Professor Yoel Fink’s research interests are in the theory, design, fabrication, and characterization of multimaterial, multifunctional fibers and fiber assemblies. Fibers are among the earliest forms of human expression, yet have remained unchanged from ancient to modern times. Professor Fink’s research group focuses on extending the frontiers of fiber materials from optical transmission to encompass electronic, optoelectronic, and even acoustic properties. What makes these fibers unique is the combination of a multiplicity of disparate materials arranged in elaborate geometries with features down to 10 nanometers. Two complementary approaches toward realizing sophisticated functions are used: on the single-fiber level, the integration of a multiplicity of functional components into one fiber, and on the multiple-fiber level, the assembly of large-scale fiber arrays and fabrics. Professor Fink’s multimaterial fibers offer unprecedented control over material properties and function on length scales spanning the nanometer to kilometer range.
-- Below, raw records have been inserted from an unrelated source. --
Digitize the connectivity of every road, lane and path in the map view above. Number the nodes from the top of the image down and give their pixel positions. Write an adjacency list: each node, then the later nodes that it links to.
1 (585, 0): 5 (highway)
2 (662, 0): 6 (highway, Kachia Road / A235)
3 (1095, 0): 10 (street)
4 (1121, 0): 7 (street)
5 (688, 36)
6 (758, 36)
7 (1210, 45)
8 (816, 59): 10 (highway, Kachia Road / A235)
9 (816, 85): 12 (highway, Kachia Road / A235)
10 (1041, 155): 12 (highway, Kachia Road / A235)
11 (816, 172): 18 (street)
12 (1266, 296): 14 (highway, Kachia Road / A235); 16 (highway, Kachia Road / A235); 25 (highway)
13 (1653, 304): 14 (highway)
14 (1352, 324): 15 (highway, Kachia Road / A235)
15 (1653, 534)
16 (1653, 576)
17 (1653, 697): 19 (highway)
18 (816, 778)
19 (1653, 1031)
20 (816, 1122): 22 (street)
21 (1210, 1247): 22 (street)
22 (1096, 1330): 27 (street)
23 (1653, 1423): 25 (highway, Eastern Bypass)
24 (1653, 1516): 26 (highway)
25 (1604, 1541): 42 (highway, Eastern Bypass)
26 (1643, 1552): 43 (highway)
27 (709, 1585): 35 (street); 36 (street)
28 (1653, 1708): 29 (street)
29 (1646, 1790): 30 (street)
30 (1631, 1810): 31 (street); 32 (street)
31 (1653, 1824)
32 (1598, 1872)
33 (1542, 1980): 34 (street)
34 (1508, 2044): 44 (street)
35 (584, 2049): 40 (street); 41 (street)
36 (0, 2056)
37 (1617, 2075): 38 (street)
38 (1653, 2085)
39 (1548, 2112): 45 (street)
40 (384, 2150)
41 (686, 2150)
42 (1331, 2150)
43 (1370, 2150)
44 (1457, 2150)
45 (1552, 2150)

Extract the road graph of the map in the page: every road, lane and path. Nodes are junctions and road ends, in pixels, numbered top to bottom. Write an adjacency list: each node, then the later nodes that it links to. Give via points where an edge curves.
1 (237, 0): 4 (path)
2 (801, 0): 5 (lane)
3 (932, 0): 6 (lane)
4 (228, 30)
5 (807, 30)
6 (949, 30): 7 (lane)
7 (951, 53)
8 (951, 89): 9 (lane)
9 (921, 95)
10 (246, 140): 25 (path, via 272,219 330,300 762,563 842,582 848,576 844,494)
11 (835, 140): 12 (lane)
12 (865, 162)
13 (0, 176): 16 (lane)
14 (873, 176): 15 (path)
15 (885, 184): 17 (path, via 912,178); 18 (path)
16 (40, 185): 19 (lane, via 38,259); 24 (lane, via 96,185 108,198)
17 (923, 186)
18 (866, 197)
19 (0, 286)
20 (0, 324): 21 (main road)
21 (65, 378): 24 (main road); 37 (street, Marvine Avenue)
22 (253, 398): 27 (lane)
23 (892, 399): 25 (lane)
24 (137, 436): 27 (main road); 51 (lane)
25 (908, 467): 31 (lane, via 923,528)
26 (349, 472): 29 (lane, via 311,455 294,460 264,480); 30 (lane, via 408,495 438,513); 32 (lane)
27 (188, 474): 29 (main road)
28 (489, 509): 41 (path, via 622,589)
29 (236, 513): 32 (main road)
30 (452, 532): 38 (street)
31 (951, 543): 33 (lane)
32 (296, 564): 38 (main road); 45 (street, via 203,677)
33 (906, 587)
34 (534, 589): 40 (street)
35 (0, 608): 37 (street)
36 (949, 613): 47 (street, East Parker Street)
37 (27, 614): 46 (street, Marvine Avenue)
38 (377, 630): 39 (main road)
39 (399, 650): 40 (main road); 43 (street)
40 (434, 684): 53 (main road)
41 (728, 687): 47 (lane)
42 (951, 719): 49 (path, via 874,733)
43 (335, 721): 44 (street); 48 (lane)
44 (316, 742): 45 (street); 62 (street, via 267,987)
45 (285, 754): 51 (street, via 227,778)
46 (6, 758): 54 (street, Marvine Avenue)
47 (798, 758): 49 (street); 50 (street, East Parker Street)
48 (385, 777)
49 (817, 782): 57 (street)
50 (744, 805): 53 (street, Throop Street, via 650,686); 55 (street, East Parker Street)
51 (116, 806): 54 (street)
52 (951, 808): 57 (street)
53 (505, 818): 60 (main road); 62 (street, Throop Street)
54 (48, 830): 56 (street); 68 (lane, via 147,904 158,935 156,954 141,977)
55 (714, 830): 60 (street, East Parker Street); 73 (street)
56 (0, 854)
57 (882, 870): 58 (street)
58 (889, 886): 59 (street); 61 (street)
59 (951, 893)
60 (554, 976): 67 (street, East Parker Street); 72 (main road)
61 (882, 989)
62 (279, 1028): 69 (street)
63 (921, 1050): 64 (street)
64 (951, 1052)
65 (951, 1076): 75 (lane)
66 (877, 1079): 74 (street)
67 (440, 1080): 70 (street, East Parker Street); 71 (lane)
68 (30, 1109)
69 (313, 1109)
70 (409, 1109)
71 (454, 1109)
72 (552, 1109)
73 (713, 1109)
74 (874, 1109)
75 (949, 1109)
Professor Fink earned a BS in chemical engineering at the Technion-Israel Institute of Technology in 1994 and a BA in physics at the school in 1995. He earned a PhD in materials science at MIT in 2000. Later that year he joined the faculty of DMSE, and in 2011 he became a joint professor of Electrical Engineering and Computer Science. Professor Fink is a co-founder of OmniGuide and served as its chief executive officer from 2007 to 2010 and as a member of its board of directors until 2014. He is the co-author of more than 80 scientific journal articles and holds 60 issued US patents on photonic fibers and devices.
Thermally drawn rechargeable battery fiber enables pervasive power
Developed a rechargeable lithium-ion battery in the form of a self-contained ultra-long fiber that’s weavable and washable. The test produced the world’s longest flexible and waterproof fiber battery, at 140 meters long.
In vivo photopharmacology enabled by multifunctional fibers
Developed an approach to deliver light and drugs on demand through a fiber and applied it to control behavior in mice. The experiment paves the way for future clinical applications of photopharmacology, which involves photosensitive molecules that upon illumination bind to receptors to enhance or suppress the activity of certain cells.